YOUR INSTRUCTIONS: Whenever a line below includes the word "Parkway", copy that line.

===== EXTRACTED ENTRIES =====

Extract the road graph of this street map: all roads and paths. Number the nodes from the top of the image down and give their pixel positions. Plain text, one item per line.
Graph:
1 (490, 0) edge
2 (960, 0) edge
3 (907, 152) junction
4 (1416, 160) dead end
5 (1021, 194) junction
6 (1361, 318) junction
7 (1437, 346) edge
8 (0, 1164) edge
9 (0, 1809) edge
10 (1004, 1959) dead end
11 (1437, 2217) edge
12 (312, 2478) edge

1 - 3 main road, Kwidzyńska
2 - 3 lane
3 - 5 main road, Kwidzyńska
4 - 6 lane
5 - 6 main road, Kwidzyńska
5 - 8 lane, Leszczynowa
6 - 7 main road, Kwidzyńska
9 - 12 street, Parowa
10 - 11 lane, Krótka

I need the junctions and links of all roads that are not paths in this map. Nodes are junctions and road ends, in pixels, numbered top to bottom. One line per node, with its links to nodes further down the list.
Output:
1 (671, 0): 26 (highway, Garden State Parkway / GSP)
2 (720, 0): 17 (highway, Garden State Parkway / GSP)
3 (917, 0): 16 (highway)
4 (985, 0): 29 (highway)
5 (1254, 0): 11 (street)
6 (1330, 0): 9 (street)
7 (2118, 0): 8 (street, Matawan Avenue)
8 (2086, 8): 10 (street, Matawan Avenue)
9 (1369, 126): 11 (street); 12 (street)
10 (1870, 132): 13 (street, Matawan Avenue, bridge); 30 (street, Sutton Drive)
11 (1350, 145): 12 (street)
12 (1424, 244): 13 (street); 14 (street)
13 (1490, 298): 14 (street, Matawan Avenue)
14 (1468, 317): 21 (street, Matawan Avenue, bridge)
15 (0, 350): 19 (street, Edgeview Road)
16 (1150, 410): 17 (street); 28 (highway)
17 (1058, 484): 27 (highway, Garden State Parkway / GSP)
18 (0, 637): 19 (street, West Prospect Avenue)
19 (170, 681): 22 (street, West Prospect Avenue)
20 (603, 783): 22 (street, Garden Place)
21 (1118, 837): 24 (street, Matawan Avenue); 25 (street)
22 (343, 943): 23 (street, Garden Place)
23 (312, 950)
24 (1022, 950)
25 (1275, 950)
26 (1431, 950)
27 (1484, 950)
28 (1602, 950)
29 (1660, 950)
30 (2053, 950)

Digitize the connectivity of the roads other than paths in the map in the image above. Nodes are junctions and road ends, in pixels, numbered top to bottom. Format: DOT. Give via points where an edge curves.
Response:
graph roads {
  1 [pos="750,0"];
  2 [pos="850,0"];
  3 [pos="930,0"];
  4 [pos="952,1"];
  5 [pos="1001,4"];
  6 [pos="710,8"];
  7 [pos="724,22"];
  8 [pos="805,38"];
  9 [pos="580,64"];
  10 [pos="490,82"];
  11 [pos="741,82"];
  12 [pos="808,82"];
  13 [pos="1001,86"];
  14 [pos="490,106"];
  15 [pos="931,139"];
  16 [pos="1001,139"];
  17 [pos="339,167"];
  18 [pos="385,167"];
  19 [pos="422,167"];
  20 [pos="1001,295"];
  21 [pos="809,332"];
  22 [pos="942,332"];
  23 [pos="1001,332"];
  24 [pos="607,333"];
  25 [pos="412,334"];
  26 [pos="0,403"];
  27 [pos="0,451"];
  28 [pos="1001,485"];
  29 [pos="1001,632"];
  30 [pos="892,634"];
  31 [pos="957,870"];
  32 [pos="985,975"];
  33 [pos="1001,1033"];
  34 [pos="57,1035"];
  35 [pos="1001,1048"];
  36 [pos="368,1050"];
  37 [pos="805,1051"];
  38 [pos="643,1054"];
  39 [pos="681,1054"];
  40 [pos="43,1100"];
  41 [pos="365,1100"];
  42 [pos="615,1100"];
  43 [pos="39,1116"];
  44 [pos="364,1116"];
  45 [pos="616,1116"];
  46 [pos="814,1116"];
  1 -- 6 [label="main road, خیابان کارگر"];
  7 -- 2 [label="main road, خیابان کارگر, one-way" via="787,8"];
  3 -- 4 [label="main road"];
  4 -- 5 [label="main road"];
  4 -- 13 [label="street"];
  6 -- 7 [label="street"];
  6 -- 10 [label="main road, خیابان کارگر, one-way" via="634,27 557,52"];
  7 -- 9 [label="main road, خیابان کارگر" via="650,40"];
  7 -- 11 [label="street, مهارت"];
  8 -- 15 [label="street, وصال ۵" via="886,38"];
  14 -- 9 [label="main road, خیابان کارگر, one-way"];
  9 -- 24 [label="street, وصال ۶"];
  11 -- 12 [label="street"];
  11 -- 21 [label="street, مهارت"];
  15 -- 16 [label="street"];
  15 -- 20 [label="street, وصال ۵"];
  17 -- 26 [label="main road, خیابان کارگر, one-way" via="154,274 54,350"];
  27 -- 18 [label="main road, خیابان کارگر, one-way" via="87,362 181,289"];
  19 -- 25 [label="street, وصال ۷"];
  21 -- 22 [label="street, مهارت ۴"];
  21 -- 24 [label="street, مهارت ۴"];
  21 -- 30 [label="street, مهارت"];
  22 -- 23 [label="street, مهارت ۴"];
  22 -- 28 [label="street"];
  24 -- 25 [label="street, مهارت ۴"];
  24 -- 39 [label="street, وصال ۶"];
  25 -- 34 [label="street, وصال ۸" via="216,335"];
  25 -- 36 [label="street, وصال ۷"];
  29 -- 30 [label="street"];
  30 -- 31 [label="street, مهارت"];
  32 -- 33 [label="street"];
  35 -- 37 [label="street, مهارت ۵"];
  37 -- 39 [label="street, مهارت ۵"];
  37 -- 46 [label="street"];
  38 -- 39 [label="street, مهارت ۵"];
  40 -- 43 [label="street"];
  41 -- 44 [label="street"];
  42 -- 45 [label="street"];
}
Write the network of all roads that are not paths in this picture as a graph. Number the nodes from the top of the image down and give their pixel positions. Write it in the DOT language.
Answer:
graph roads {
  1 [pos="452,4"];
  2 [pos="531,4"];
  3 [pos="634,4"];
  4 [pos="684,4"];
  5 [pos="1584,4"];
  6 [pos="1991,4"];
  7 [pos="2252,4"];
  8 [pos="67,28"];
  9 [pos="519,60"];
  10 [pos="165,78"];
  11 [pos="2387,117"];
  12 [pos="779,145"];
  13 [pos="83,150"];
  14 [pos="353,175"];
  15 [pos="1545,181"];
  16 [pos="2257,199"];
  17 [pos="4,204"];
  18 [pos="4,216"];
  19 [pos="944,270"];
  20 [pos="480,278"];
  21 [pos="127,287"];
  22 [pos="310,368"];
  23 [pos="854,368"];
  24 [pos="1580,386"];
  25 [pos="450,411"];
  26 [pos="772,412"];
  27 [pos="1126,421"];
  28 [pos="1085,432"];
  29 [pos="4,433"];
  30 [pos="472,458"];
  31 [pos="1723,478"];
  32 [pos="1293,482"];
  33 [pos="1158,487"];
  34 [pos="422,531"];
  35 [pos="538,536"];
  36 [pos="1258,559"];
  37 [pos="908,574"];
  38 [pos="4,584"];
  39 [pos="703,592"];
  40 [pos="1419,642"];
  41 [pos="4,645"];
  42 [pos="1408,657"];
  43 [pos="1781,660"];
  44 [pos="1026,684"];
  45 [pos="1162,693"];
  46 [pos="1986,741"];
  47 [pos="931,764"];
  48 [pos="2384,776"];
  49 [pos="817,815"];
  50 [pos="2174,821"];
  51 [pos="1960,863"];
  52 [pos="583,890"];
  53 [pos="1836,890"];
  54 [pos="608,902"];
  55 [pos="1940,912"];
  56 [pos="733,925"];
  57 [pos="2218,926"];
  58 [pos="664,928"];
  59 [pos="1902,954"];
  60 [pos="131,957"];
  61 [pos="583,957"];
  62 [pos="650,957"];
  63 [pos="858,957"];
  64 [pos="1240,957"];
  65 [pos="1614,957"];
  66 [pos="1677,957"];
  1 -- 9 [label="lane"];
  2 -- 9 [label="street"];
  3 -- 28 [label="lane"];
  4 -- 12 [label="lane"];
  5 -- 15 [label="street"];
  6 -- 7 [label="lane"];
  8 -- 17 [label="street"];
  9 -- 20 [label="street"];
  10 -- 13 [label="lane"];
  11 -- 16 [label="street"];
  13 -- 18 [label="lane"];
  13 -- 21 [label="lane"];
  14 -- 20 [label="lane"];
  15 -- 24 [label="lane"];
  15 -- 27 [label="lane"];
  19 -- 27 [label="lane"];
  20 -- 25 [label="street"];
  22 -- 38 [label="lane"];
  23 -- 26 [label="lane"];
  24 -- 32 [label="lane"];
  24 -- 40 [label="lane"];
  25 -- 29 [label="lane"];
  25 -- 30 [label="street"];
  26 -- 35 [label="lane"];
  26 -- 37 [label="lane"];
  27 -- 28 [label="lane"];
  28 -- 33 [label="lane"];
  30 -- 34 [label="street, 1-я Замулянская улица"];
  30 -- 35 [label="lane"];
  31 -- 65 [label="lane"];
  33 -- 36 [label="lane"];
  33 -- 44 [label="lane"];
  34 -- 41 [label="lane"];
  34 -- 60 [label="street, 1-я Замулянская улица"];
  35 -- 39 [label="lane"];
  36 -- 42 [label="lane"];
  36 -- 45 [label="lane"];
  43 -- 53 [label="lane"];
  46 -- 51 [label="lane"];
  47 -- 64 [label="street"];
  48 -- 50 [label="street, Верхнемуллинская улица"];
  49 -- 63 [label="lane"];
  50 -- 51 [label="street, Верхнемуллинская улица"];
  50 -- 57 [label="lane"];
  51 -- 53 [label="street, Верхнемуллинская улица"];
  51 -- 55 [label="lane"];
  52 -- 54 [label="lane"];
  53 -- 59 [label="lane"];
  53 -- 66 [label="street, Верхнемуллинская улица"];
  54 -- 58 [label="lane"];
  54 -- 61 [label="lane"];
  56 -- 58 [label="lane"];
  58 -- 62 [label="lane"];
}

=====

TASK ANSWER:
1 (671, 0): 26 (highway, Garden State Parkway / GSP)
2 (720, 0): 17 (highway, Garden State Parkway / GSP)
17 (1058, 484): 27 (highway, Garden State Parkway / GSP)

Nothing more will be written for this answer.